Breites Soros-Medien-Syndikat in ungarischen Medien

Außerdem hat Magyar Nemzet nachgewiesen…: Soros-NGOs missbrauchen die unvollständigen Ungarisch-Sprachkenntnisse ausländischer Journalisten und stellen ihnen voreingenommene, minderwertige Sekundärquellen zur Verfügung: Aus denen dann in der internationalen Presse über Ungarn verzerrt berichtet und alles nach dem einseitigen Geschmack von Menschenrechts-NGO´s präsentiert wird.

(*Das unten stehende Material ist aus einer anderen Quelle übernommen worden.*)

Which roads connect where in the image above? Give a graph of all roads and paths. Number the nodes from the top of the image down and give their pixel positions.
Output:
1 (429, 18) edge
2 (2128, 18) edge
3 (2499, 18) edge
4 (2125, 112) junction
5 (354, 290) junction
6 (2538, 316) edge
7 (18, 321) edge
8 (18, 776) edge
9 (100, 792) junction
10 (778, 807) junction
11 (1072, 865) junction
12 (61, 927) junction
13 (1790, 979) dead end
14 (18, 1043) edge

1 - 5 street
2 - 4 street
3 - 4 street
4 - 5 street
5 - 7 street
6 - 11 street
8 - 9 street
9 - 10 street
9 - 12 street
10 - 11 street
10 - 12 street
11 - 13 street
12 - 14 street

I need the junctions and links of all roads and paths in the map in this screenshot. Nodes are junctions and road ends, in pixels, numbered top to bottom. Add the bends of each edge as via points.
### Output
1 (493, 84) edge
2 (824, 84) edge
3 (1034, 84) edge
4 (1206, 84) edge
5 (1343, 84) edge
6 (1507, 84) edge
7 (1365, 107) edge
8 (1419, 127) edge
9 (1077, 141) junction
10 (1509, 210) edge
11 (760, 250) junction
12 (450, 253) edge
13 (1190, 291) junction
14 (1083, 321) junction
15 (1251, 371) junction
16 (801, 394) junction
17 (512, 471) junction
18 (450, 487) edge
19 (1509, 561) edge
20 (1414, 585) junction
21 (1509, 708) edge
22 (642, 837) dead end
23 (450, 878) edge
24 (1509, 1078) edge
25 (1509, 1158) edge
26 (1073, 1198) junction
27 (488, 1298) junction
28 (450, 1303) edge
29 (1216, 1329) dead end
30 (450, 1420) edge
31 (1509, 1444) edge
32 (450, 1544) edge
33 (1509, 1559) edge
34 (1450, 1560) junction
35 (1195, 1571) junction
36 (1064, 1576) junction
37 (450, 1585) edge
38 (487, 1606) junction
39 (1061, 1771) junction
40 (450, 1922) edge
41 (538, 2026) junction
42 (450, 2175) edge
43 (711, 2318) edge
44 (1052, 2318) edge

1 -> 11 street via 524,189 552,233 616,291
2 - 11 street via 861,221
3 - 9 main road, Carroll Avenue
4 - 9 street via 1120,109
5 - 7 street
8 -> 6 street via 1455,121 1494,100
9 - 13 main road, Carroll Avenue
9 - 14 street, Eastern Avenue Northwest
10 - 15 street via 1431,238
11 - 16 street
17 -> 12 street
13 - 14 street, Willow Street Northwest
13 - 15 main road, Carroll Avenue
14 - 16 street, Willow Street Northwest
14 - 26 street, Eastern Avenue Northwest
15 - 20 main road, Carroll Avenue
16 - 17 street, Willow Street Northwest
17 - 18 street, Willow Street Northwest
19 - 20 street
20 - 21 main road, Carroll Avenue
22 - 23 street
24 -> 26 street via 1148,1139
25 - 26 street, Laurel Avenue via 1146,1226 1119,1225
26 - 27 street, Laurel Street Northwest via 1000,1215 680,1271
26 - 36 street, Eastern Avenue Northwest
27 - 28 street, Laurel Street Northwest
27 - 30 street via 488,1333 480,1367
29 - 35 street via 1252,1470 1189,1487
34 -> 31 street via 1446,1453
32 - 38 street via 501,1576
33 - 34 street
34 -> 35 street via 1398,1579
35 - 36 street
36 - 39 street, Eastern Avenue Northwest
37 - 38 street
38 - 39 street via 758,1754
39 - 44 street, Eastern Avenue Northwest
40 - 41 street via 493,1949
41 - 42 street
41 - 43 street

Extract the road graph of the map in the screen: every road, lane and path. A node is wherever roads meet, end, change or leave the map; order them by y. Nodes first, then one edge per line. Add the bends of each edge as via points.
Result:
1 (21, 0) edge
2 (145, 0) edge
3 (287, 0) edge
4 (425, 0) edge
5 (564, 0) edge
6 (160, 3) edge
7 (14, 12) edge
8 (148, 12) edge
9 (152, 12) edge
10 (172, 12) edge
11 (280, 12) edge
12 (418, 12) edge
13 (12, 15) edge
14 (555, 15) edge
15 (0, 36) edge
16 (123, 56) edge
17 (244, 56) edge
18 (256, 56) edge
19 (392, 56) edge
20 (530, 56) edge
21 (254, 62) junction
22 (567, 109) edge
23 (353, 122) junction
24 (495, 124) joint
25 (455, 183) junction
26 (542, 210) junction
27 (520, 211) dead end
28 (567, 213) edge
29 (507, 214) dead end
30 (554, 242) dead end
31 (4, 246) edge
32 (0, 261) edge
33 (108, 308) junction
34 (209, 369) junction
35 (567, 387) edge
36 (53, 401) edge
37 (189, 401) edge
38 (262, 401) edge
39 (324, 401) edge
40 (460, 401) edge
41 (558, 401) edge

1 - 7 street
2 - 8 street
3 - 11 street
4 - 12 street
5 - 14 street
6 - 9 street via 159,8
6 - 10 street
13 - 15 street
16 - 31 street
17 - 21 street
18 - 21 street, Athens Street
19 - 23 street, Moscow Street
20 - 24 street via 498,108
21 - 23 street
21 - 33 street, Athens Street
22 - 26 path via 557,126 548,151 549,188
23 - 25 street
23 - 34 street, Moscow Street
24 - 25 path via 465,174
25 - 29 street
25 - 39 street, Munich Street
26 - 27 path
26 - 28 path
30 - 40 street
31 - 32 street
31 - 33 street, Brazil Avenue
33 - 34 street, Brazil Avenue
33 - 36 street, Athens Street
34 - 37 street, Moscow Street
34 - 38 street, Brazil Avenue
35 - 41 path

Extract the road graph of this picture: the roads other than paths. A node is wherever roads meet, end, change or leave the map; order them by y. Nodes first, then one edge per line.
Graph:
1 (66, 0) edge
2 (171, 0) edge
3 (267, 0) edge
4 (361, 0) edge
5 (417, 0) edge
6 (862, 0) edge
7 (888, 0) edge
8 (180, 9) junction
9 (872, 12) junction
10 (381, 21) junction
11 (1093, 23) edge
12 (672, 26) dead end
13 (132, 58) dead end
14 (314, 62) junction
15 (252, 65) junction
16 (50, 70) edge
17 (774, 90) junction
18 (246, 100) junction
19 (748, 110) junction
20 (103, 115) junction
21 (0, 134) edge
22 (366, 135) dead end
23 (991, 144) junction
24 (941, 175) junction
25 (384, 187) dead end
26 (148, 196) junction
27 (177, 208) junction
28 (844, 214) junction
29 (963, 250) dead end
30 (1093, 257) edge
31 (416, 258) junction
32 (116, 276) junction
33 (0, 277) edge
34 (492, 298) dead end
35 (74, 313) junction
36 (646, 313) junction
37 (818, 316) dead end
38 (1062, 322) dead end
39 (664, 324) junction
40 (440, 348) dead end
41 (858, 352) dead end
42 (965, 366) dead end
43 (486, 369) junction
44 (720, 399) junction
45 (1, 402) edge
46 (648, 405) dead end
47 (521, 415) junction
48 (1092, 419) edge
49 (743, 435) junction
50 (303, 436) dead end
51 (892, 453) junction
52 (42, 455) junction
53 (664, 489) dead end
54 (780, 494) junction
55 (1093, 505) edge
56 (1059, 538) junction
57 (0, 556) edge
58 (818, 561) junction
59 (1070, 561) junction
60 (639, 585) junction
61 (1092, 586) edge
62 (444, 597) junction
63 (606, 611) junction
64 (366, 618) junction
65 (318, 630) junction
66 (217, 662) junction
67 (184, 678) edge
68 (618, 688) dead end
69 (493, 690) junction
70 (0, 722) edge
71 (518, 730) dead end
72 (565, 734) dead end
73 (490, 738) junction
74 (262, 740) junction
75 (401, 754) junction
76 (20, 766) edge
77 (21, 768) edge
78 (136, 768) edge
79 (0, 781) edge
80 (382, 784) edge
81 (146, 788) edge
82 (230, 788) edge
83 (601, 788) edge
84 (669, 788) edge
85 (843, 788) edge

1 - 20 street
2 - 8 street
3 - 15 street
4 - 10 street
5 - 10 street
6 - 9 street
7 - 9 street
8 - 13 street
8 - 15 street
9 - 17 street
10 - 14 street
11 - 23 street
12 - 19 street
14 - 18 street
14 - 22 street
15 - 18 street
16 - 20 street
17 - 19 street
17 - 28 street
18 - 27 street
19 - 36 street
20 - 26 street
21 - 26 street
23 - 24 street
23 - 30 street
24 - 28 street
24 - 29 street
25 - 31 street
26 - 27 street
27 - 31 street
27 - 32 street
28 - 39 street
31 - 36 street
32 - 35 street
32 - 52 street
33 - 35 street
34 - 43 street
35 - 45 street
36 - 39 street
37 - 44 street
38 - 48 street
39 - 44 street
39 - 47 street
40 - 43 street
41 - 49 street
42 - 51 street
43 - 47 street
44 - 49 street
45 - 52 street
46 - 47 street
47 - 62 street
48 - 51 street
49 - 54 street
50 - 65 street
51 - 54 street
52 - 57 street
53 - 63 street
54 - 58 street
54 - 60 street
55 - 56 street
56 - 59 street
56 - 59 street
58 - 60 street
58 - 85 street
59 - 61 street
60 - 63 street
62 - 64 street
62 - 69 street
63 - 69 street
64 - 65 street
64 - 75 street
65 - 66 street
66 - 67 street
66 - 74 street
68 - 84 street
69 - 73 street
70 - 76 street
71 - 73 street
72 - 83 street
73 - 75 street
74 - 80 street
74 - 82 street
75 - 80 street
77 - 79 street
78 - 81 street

Darüber hinaus unterhalten Soros-NGOs aber auch umfangreiche Verbindungen zu vielen linksliberalen Mainstream-Medien in Europa (wie BBC, Politico und Financial Times) (UM berichtete: „Lügenpresse gegen Ungarn“)

Und auch in Ungarn selbst werden viele Medien direkt von Soros-Fonds bezahlt, und von Soros-Leuten kontrolliert (Magyar Jeti Zrt., 444.hu, die Wochenzeitung Magyar Orange, Átlátszó.hu, Direkt 36, Tilos Radio sowie Lokalzeitungen). Dazu  gehört auch der „Media Development Investment Fund“ (MDIF). Diese Organisation finanziert den Betrieb von 444.hu, und der Fonds wird durch Soros „Open Society Foundations“´finanziert."